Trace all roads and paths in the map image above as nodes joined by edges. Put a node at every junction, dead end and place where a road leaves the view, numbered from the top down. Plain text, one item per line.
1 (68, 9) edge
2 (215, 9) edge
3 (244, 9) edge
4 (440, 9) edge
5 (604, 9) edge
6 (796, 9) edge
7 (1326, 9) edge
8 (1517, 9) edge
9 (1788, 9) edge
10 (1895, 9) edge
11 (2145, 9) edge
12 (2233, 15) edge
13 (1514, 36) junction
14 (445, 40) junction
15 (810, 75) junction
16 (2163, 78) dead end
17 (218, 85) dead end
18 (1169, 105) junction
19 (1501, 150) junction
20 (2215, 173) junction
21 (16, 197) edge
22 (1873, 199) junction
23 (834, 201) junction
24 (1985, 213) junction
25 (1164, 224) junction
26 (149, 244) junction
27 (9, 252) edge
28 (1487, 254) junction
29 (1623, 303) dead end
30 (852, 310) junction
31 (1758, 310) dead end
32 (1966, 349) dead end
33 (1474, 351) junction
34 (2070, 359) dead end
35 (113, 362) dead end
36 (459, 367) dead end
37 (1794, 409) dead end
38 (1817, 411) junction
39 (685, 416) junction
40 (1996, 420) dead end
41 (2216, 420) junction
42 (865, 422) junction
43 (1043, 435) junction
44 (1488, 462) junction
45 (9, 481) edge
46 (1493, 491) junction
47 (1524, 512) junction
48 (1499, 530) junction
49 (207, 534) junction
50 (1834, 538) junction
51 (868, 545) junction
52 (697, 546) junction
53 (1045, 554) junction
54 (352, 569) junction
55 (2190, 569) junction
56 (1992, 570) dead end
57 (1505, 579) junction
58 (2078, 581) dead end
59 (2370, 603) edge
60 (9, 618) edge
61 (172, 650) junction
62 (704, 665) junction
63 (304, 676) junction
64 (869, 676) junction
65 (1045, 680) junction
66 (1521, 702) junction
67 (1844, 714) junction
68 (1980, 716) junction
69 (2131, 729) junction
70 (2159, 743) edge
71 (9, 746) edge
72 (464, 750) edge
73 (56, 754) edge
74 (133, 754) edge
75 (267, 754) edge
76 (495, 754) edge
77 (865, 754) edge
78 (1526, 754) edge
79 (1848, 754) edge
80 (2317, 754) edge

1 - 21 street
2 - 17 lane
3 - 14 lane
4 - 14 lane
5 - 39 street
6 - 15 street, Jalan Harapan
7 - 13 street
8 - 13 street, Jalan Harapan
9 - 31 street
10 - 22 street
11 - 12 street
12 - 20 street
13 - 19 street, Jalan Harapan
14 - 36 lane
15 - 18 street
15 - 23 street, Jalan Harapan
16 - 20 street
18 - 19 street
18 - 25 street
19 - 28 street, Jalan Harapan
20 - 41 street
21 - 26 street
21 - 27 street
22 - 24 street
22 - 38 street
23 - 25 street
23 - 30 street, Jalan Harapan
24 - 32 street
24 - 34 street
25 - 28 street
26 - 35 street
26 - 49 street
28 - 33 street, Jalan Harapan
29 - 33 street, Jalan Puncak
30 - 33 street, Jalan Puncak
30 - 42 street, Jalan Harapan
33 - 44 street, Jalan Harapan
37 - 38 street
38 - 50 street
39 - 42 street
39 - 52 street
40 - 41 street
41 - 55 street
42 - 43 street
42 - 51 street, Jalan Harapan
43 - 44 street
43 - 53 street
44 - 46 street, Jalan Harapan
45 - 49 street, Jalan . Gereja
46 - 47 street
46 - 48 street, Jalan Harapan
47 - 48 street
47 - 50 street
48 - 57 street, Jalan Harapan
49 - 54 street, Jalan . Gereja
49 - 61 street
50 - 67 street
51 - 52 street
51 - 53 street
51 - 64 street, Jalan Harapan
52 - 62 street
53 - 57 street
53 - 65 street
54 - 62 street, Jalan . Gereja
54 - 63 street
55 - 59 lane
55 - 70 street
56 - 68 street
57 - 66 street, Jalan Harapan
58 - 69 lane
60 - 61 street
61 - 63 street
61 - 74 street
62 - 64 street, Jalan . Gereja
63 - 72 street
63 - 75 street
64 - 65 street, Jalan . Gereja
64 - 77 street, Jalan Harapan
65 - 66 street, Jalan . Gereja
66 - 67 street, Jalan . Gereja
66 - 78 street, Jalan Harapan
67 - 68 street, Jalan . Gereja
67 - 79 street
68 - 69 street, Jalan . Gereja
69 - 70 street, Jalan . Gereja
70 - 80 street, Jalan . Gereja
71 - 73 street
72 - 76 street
+++++
* **Instructions to follow**:
For the records above, tally the lines holding the word "Gereja". Answer with the number only.

* **Result of this exercise**:
11